Shakespeare’s Richard III
In William Shakespeare’s play, Richard III, a tyrannical and disfigured monarch is responsible for horrors and mayhem against his family members. He is seen to be truly evil in his conquest for the English throne. At his side was Henry Stafford, the Duke of Buckingham, helping his cousin to commit the atrocities against the members of the Plantagenet family. All those who stand in Richard’s way are executed, poisoned, and murdered; including his brother George, Duke of Clarence and his wife Anne Neville.
Edward IV and his wife, Elizabeth Woodville bore two sons, Edward V and Richard, the Duke of York. They were the only sons and Edward V was expected to gain the throne upon his majority. Until then his uncle, Richard III, was acting as Lord Protector. After the death of her husband, Edward IV, Elizabeth Woodville went to Westminster Abby with all her children but Edward V, who was in his uncle’s care. Richard III and the Duke of Buckingham escorted Edward V to London with a large force at their backs. Their reasoning as to why they entered the city armed was so that Edward V could reach his throne unharmed by his mother’s family, the Woodvilles, who were unpopular with the people. Claiming that he missed his brother, Richard III had his nephew; Richard sent to be with his brother Edward V. Richard III housed both boys in the royal residence in the Tower of London. After which both boys were never seen again. In 1674 skeletal remains of two children were discovered and believed to be the remains of the two princes.

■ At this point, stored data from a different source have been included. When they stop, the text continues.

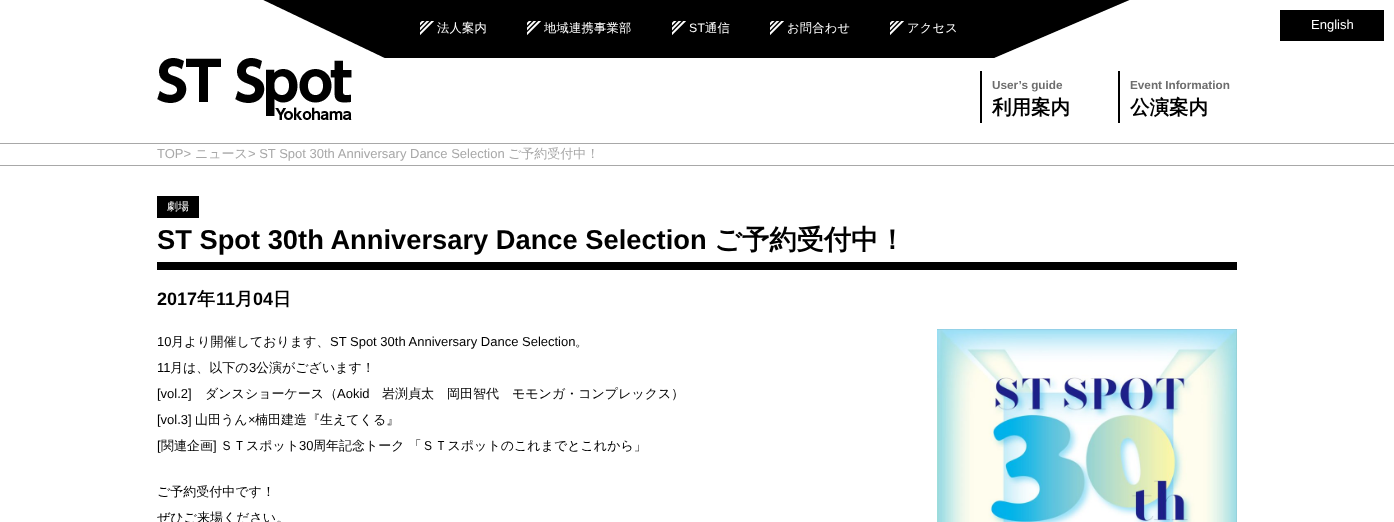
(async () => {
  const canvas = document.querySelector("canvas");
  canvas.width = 1394;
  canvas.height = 522;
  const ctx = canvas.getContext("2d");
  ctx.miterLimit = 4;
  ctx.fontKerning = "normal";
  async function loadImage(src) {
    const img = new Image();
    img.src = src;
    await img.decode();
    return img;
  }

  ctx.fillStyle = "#ffffff";
  ctx.fillRect(0, 0, 1394, 522);
  ctx.drawImage(await loadImage("img/1.png"), 263, 0, 867, 58);
  ctx.drawImage(await loadImage("img/2.png"), 420, 21, 14, 14);
  ctx.drawImage(await loadImage("img/2.png"), 527, 21, 14, 14);
  ctx.drawImage(await loadImage("img/2.png"), 672, 21, 14, 14);
  ctx.drawImage(await loadImage("img/2.png"), 770, 21, 14, 14);
  ctx.drawImage(await loadImage("img/2.png"), 890, 21, 14, 14);
  ctx.fillStyle = "#000000";
  ctx.fillRect(1280, 10, 104, 31);
  ctx.drawImage(await loadImage("img/3.png"), 157, 58, 195, 62);
  for (const [x, y, w, h, color] of [
    [980, 71, 2, 52, "#000000"],
    [1118, 71, 2, 52, "#000000"],
    [0, 143, 1394, 1, "#a8a8a8"],
    [0, 165, 1394, 1, "#a8a8a8"],
    [157, 196, 42, 22, "#000000"],
    [157, 262, 1080, 8, "#000000"],
  ]) {
    ctx.fillStyle = color;
    ctx.fillRect(x, y, w, h);
  }
  ctx.drawImage(await loadImage("img/4.png"), 937, 329, 300, 193);
  ctx.letterSpacing = "0.25px";
  ctx.font = "500 12.25px WenQuanYi Zen Hei";
  ctx.fillStyle = "#ffffff";
  ctx.fillText("法人案内", 437, 32);
  ctx.fillText("地域連携事業部", 544, 32);
  ctx.font = "12.25px Liberation Sans";
  ctx.fillText("ST", 689, 32);
  ctx.font = "500 12.25px WenQuanYi Zen Hei";
  for (const [text, x, y] of [
    ["通信", 705, 32],
    ["お問合わせ", 787, 32],
    ["アクセス", 907, 32],
  ]) {
    ctx.fillText(text, x, y);
  }
  ctx.letterSpacing = "0px";
  ctx.font = "13px Liberation Sans";
  ctx.fillText("English", 1311, 29);
  ctx.font = "bold 11.75px Liberation Sans";
  ctx.fillStyle = "#6d6d6d";
  ctx.fillText("User’s guide", 992, 89);
  ctx.font = "bold 19.5px WenQuanYi Zen Hei";
  ctx.fillStyle = "#000000";
  ctx.fillText("利用案内", 992, 114);
  ctx.font = "bold 11.75px Liberation Sans";
  ctx.fillStyle = "#6d6d6d";
  ctx.fillText("Event Information", 1130, 89);
  ctx.font = "bold 19.5px WenQuanYi Zen Hei";
  ctx.fillStyle = "#000000";
  ctx.fillText("公演案内", 1130, 114);
  ctx.font = "13px Liberation Sans";
  ctx.fillStyle = "#a8a8a8";
  ctx.fillText("TOP>", 157, 158);
  ctx.font = "500 13px WenQuanYi Zen Hei";
  ctx.fillText("ニュース", 195, 158);
  ctx.font = "13px Liberation Sans";
  ctx.fillText("> ST Spot 30th Anniversary Dance Selection", 248, 158);
  ctx.font = "500 13px WenQuanYi Zen Hei";
  ctx.fillText("ご予約受付中！", 508, 158);
  ctx.font = "500 11px WenQuanYi Zen Hei";
  ctx.fillStyle = "#ffffff";
  ctx.fillText("劇場", 167, 210);
  ctx.font = "bold 27.3px Liberation Sans";
  ctx.fillStyle = "#000000";
  ctx.fillText("ST Spot 30th Anniversary Dance Selection", 157, 249);
  ctx.font = "bold 27.3px WenQuanYi Zen Hei";
  ctx.fillText("ご予約受付中！", 714, 249);
  ctx.font = "bold 18px Liberation Sans";
  ctx.fillText("2017", 157, 305);
  ctx.font = "bold 18px WenQuanYi Zen Hei";
  ctx.fillText("年", 197, 305);
  ctx.font = "bold 18px Liberation Sans";
  ctx.fillText("11", 216, 305);
  ctx.font = "bold 18px WenQuanYi Zen Hei";
  ctx.fillText("月", 235, 305);
  ctx.font = "bold 18px Liberation Sans";
  ctx.fillText("04", 253, 305);
  ctx.font = "bold 18px WenQuanYi Zen Hei";
  ctx.fillText("日", 273, 305);
  ctx.font = "13px Liberation Sans";
  ctx.fillText("10", 157, 346);
  ctx.font = "500 13px WenQuanYi Zen Hei";
  ctx.fillText("月より開催しております、", 171, 346);
  ctx.font = "13px Liberation Sans";
  ctx.fillText("ST Spot 30th Anniversary Dance Selection", 330, 346);
  ctx.font = "500 13px WenQuanYi Zen Hei";
  ctx.fillText("。", 575, 346);
  ctx.font = "13px Liberation Sans";
  ctx.fillText("11", 157, 372);
  ctx.font = "500 13px WenQuanYi Zen Hei";
  ctx.fillText("月は、以下の", 170, 372);
  ctx.font = "13px Liberation Sans";
  ctx.fillText("3", 249, 372);
  ctx.font = "500 13px WenQuanYi Zen Hei";
  ctx.fillText("公演がございます！", 256, 372);
  ctx.font = "13px Liberation Sans";
  ctx.fillText("[vol.2]", 157, 398);
  ctx.font = "500 13px WenQuanYi Zen Hei";
  ctx.fillText("ダンスショーケース（", 205, 398);
  ctx.font = "13px Liberation Sans";
  ctx.fillText("Aokid", 337, 398);
  ctx.font = "500 13px WenQuanYi Zen Hei";
  ctx.fillText("岩渕貞太　岡田智代　モモンガ・コンプレックス）", 382, 398);
  ctx.font = "13px Liberation Sans";
  ctx.fillText("[vol.3]", 157, 424);
  ctx.font = "500 13px WenQuanYi Zen Hei";
  ctx.fillText("山田うん", 195, 424);
  ctx.font = "13px Liberation Sans";
  ctx.fillText("×", 248, 424);
  ctx.font = "500 13px WenQuanYi Zen Hei";
  ctx.fillText("楠田建造『生えてくる』", 255, 424);
  ctx.font = "13px Liberation Sans";
  ctx.fillText("[", 157, 450);
  ctx.font = "500 13px WenQuanYi Zen Hei";
  ctx.fillText("関連企画", 161, 450);
  ctx.font = "13px Liberation Sans";
  ctx.fillText("]", 213, 450);
  ctx.font = "500 13px WenQuanYi Zen Hei";
  ctx.fillText("ＳＴスポット", 220, 450);
  ctx.font = "13px Liberation Sans";
  ctx.fillText("30", 299, 450);
  ctx.font = "500 13px WenQuanYi Zen Hei";
  for (const [text, x, y] of [
    ["周年記念トーク 「ＳＴスポットのこれまでとこれから」", 313, 450],
    ["ご予約受付中です！", 157, 496],
    ["ぜひご来場ください。", 157, 522],
  ]) {
    ctx.fillText(text, x, y);
  }
})();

The main suspect to gain much from the murder of the young princes is Richard III. Yet, the boys were both considered to be illegitimate due to parliament passing an act that nullified Edward IV’s marriage to Elizabeth Woodville. Due to this, Richard III would have been the true king, but he could have a civil war on his hands when Edward V reached his majority. Another suspect is Richard III’s right hand man, the Duke of Buckingham. Buckingham, being an ascendant of Edward III as well could have done it out of love for his cousin or for himself. Buckingham also had a claim to the throne, though not as strong as Richard’s. Buckingham was executed a month after the disappearance of the princes. A third suspect is Henry Tudor also known as Henry VII. After Henry VII ascended to the English throne he executed remaining claimants to the throne and married Elizabeth of York, the oldest sister to the princes to further secure his claim to England’s throne.
Richard III Society
Historians are so confident of Richard’s innocence that there is a whole society devoted to his cause these many centuries later. Are these Ricardian historians justified in their beliefs of Richard III’s purposed innocence or are they misled by centuries of gossip instead of a historian’s bread and butter of supported facts. Their diehard support of a ruler who has been dead over 500 years is extraordinary and almost fanatical in the way they support Richard III. Their members exist worldwide and are listed to be over 4,000 strong. With so many believing in Richard III’s innocence who is to say that he truly is the villain that Shakespeare and historical documents portrayed him to be. In the years to come and the technology that we are acquiring, hopefully an answer is found and Richard III can be declared innocent in the deaths of his nephews or shock a society of believers and show that he was guilty. Either way it will put an end to the mystery that is Richard III.